Sift the listing for lines that hold the string "Bartheli" and pull them out.

--*--

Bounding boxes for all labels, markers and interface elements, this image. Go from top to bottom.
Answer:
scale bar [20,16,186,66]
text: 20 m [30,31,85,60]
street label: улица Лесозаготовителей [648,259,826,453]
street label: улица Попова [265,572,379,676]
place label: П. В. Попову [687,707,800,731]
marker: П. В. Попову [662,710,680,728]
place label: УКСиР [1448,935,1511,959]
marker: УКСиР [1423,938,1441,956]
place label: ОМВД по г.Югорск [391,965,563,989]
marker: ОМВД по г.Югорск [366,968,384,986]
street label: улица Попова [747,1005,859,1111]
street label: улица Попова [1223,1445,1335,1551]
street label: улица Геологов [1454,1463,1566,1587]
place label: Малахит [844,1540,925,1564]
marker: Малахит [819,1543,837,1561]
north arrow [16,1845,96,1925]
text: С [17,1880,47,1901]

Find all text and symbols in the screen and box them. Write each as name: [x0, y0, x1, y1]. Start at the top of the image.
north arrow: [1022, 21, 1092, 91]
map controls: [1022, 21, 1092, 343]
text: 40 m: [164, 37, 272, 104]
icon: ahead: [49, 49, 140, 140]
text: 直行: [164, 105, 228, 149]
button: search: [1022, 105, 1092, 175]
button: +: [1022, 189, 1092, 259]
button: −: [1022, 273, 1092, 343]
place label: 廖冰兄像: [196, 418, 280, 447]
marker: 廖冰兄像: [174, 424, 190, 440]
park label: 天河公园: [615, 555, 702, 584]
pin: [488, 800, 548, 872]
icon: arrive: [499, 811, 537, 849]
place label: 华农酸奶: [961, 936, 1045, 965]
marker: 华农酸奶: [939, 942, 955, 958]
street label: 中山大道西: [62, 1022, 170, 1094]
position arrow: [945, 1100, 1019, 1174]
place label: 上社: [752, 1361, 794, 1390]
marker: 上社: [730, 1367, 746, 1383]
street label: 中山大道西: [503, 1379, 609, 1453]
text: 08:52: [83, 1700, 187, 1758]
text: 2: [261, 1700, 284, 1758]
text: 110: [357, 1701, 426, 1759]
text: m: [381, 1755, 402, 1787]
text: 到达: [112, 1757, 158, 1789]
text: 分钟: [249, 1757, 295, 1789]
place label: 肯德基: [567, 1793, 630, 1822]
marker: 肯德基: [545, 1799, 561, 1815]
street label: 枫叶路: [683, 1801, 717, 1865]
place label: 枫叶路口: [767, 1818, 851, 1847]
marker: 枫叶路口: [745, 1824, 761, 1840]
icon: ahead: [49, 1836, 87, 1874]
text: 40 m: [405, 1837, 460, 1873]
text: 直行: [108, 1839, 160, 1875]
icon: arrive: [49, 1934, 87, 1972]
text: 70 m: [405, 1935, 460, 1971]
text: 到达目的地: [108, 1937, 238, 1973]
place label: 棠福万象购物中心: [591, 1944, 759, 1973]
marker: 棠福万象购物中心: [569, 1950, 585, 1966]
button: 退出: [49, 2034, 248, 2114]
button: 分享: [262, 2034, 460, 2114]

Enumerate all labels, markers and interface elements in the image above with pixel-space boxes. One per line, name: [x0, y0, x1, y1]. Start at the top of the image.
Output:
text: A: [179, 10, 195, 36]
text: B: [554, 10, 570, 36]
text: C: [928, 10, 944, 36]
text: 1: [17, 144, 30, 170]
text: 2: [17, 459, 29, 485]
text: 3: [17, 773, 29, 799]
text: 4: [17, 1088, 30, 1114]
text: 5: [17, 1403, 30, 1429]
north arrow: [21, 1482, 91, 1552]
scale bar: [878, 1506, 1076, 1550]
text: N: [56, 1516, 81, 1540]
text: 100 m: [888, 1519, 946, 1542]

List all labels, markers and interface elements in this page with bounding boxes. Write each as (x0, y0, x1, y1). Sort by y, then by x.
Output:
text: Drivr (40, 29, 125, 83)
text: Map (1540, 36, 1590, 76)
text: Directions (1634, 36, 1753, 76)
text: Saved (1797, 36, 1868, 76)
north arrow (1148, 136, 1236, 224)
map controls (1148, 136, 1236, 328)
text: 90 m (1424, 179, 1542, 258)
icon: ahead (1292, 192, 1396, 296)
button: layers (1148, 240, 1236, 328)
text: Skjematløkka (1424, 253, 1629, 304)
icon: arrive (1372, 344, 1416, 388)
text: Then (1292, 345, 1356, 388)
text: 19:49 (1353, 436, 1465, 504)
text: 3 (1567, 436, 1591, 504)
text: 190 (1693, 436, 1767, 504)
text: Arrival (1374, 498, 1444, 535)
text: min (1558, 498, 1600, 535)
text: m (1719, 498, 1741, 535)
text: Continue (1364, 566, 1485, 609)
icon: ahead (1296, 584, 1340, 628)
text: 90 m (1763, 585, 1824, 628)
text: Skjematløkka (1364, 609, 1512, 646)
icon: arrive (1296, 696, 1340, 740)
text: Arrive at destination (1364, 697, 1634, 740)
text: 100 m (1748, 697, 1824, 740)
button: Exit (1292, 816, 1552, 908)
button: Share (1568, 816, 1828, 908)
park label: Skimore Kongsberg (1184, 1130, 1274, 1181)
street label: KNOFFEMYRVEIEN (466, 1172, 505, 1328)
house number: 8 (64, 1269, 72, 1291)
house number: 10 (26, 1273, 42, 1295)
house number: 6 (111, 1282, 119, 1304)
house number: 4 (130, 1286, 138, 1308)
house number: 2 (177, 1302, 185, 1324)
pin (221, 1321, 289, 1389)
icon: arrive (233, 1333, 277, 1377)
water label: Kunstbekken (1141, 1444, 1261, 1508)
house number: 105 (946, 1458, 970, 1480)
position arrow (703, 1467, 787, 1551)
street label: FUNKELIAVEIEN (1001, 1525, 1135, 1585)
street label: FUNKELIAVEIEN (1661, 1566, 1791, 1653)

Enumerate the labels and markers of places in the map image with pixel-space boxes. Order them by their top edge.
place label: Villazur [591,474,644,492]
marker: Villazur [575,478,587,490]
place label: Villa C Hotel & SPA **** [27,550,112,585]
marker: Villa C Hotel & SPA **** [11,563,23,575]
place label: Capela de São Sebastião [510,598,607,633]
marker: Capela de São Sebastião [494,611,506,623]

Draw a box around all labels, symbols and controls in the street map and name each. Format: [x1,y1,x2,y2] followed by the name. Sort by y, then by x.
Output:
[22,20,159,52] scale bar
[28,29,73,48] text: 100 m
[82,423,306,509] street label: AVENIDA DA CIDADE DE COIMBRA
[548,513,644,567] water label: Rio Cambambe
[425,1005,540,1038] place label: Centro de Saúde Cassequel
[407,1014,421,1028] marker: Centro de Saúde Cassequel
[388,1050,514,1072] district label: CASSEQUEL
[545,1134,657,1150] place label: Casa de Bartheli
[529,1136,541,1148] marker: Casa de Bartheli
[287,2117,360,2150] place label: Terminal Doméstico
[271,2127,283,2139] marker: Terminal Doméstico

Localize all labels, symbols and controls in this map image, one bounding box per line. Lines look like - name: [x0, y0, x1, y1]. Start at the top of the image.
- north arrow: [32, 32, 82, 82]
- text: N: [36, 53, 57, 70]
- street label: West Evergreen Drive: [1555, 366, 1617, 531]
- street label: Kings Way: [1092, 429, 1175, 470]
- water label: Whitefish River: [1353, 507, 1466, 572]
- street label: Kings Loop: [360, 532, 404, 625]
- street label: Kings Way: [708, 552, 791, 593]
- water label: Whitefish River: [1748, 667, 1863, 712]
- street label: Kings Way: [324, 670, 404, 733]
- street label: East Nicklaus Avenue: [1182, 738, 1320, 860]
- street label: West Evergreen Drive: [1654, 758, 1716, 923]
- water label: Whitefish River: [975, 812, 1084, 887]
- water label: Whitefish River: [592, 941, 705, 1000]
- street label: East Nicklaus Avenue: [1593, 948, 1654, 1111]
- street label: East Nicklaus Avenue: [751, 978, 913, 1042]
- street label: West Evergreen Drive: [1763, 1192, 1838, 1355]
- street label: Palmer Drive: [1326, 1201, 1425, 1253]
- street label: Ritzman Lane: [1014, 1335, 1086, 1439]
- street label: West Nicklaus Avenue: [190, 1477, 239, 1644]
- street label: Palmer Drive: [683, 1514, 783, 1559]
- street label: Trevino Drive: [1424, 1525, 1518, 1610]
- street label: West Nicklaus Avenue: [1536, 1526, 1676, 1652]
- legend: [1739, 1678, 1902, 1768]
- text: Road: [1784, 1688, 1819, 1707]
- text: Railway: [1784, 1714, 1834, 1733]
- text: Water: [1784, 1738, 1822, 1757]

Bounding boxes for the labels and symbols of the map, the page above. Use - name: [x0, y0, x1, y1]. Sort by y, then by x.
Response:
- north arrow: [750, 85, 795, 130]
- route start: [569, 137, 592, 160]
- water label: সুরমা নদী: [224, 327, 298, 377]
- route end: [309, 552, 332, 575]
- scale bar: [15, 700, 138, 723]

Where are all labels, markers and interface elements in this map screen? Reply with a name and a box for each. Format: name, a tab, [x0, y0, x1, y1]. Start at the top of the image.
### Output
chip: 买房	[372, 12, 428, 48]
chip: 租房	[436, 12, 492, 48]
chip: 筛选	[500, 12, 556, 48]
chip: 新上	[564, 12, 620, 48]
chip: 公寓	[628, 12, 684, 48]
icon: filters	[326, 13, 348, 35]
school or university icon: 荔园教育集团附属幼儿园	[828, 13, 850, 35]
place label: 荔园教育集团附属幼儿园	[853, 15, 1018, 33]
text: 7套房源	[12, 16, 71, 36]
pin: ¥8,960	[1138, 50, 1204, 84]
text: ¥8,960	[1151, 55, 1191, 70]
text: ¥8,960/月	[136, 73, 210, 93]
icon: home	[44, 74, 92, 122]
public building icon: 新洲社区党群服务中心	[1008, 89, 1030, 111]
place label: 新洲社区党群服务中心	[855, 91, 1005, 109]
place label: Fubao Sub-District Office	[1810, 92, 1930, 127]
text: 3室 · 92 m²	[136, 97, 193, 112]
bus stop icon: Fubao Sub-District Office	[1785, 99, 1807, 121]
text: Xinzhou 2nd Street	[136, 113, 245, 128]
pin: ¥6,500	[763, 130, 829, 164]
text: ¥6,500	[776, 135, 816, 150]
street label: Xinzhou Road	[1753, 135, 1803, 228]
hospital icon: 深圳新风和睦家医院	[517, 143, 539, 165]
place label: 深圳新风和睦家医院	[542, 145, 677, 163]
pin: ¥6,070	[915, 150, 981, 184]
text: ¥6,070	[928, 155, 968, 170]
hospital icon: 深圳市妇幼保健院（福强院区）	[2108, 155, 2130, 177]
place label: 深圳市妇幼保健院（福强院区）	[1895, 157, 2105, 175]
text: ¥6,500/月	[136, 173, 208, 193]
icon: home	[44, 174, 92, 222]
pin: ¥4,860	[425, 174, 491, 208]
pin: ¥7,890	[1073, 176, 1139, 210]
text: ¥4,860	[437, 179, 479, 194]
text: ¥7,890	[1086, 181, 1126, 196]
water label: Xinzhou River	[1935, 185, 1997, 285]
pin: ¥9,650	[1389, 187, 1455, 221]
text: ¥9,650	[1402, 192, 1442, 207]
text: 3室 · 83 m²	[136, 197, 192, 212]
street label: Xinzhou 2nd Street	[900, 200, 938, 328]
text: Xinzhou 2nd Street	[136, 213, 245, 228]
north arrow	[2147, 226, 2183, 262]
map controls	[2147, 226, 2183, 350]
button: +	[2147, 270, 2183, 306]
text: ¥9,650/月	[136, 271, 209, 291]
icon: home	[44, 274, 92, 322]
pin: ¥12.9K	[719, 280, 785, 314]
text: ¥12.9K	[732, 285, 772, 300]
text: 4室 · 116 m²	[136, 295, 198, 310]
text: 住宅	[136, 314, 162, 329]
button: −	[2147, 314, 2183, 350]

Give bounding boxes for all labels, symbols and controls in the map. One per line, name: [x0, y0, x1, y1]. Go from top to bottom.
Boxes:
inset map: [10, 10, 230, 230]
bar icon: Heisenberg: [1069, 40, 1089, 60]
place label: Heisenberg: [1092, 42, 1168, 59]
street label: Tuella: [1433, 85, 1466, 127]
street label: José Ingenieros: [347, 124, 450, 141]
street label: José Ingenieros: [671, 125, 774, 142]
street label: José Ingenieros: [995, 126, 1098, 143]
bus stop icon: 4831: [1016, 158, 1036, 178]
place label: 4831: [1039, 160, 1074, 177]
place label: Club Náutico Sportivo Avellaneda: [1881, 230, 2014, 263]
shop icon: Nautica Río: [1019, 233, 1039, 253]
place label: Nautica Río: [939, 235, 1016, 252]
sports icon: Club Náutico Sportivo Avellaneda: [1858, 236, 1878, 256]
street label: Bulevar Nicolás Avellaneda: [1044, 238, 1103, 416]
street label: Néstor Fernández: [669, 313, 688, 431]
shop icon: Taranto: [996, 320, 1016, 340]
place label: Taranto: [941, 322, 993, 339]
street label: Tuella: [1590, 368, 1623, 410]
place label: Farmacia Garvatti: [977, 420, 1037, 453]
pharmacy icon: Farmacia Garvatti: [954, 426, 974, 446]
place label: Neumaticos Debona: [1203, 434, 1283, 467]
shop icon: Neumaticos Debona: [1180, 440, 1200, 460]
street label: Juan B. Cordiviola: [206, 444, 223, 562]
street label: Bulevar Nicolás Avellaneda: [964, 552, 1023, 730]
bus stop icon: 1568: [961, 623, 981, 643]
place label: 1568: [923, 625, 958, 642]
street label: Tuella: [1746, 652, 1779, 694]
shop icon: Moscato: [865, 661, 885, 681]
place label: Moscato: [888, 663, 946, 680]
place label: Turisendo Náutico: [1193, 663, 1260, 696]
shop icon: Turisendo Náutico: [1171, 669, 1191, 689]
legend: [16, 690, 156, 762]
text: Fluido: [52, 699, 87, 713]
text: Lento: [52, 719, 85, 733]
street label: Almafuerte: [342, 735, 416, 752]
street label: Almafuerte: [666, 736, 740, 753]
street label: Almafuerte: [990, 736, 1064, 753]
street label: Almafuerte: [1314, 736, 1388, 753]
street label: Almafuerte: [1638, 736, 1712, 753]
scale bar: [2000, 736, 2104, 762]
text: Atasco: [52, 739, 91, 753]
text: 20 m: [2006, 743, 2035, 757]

--*--

:: EXERCISE RESPONSE ::
[545,1134,657,1150] place label: Casa de Bartheli
[529,1136,541,1148] marker: Casa de Bartheli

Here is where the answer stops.